■ **What you need to do**
The answer is an exact repetition of every entry, with all images left out.

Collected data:

____________

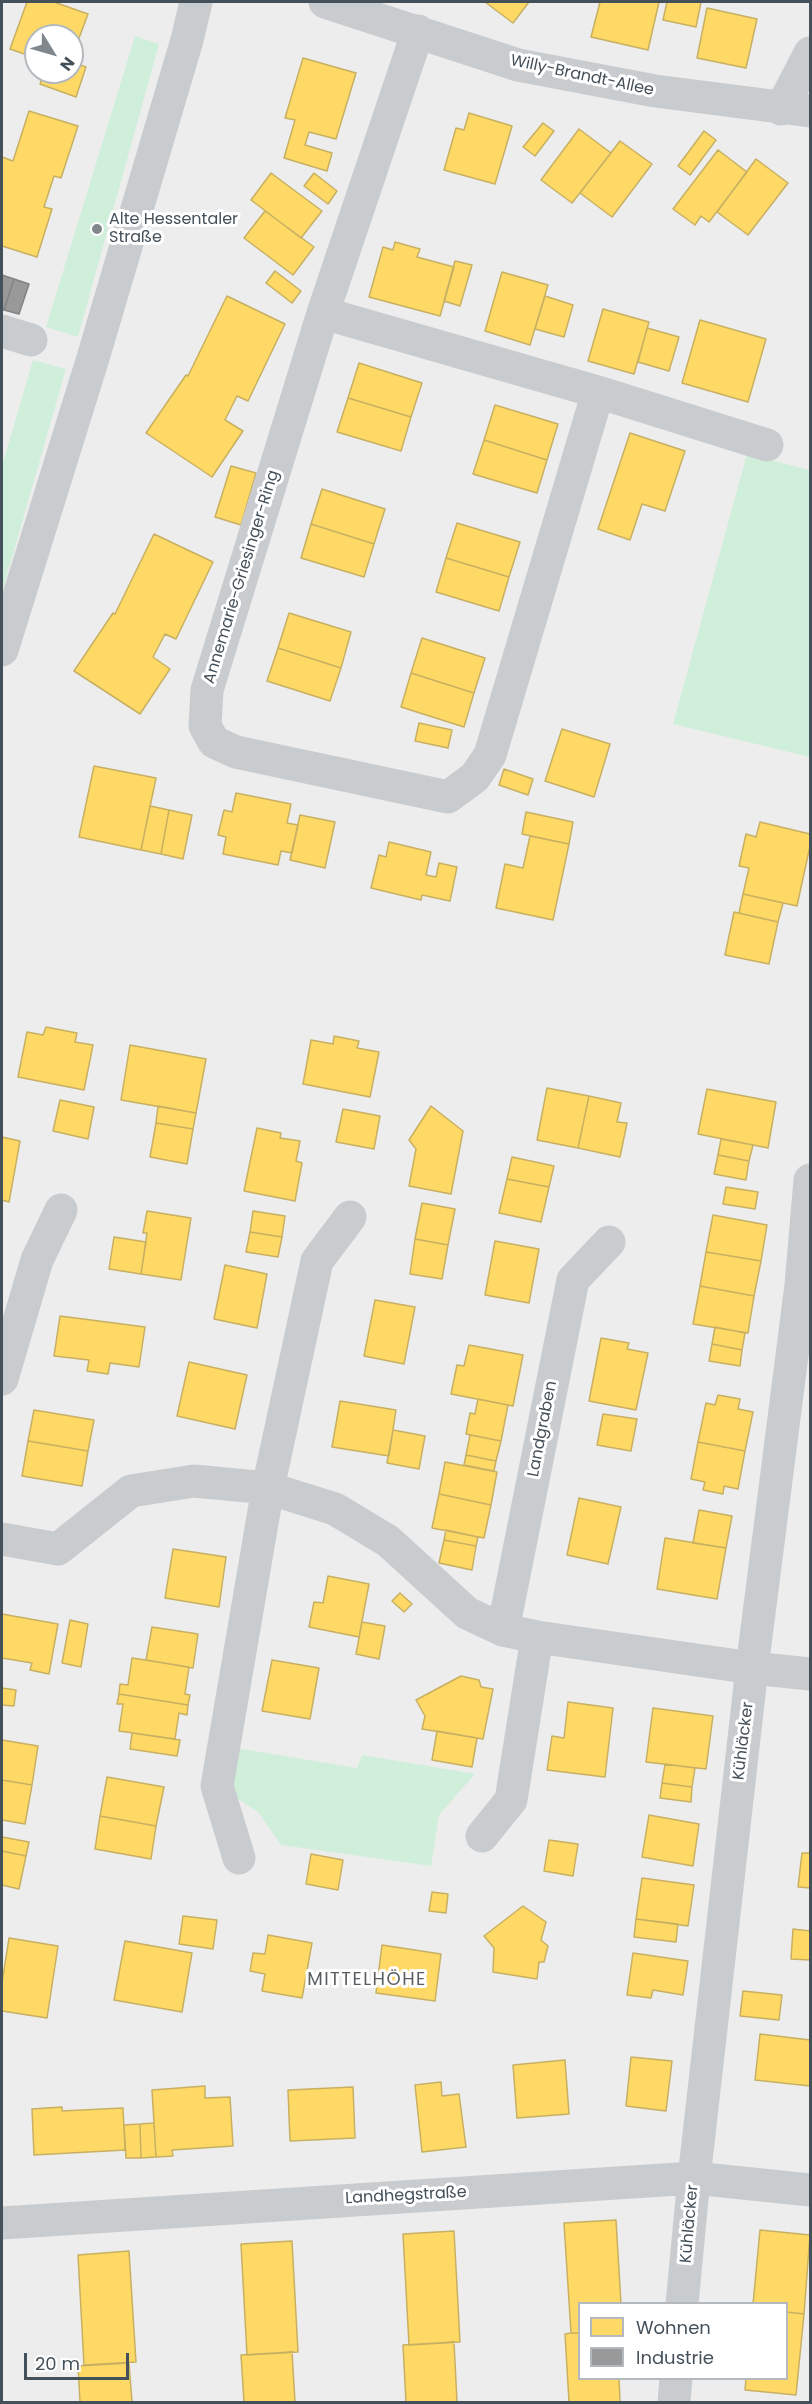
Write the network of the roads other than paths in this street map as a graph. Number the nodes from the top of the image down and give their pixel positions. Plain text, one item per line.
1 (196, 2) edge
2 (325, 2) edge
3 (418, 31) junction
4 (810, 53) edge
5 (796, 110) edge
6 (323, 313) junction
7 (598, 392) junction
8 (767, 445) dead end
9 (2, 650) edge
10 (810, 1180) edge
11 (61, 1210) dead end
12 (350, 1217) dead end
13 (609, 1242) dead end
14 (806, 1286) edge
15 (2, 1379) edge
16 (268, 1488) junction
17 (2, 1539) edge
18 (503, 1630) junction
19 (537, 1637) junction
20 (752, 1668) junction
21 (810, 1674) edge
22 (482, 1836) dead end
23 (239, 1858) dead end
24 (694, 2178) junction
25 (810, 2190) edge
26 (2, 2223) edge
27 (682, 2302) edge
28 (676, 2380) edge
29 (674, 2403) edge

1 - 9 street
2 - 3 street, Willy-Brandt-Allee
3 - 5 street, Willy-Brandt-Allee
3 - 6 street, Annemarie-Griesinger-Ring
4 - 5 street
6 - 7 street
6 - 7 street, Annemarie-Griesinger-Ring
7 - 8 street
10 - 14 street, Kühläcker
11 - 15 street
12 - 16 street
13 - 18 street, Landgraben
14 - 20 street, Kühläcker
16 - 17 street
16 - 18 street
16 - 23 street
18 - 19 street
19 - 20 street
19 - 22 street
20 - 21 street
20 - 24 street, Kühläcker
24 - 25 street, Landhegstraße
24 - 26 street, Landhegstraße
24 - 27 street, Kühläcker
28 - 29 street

____________

■ **Problem solution**
Write the network of the roads other than paths in this street map as a graph. Number the nodes from the top of the image down and give their pixel positions. Plain text, one item per line.
1 (196, 2) edge
2 (325, 2) edge
3 (418, 31) junction
4 (810, 53) edge
5 (796, 110) edge
6 (323, 313) junction
7 (598, 392) junction
8 (767, 445) dead end
9 (2, 650) edge
10 (810, 1180) edge
11 (61, 1210) dead end
12 (350, 1217) dead end
13 (609, 1242) dead end
14 (806, 1286) edge
15 (2, 1379) edge
16 (268, 1488) junction
17 (2, 1539) edge
18 (503, 1630) junction
19 (537, 1637) junction
20 (752, 1668) junction
21 (810, 1674) edge
22 (482, 1836) dead end
23 (239, 1858) dead end
24 (694, 2178) junction
25 (810, 2190) edge
26 (2, 2223) edge
27 (682, 2302) edge
28 (676, 2380) edge
29 (674, 2403) edge

1 - 9 street
2 - 3 street, Willy-Brandt-Allee
3 - 5 street, Willy-Brandt-Allee
3 - 6 street, Annemarie-Griesinger-Ring
4 - 5 street
6 - 7 street
6 - 7 street, Annemarie-Griesinger-Ring
7 - 8 street
10 - 14 street, Kühläcker
11 - 15 street
12 - 16 street
13 - 18 street, Landgraben
14 - 20 street, Kühläcker
16 - 17 street
16 - 18 street
16 - 23 street
18 - 19 street
19 - 20 street
19 - 22 street
20 - 21 street
20 - 24 street, Kühläcker
24 - 25 street, Landhegstraße
24 - 26 street, Landhegstraße
24 - 27 street, Kühläcker
28 - 29 street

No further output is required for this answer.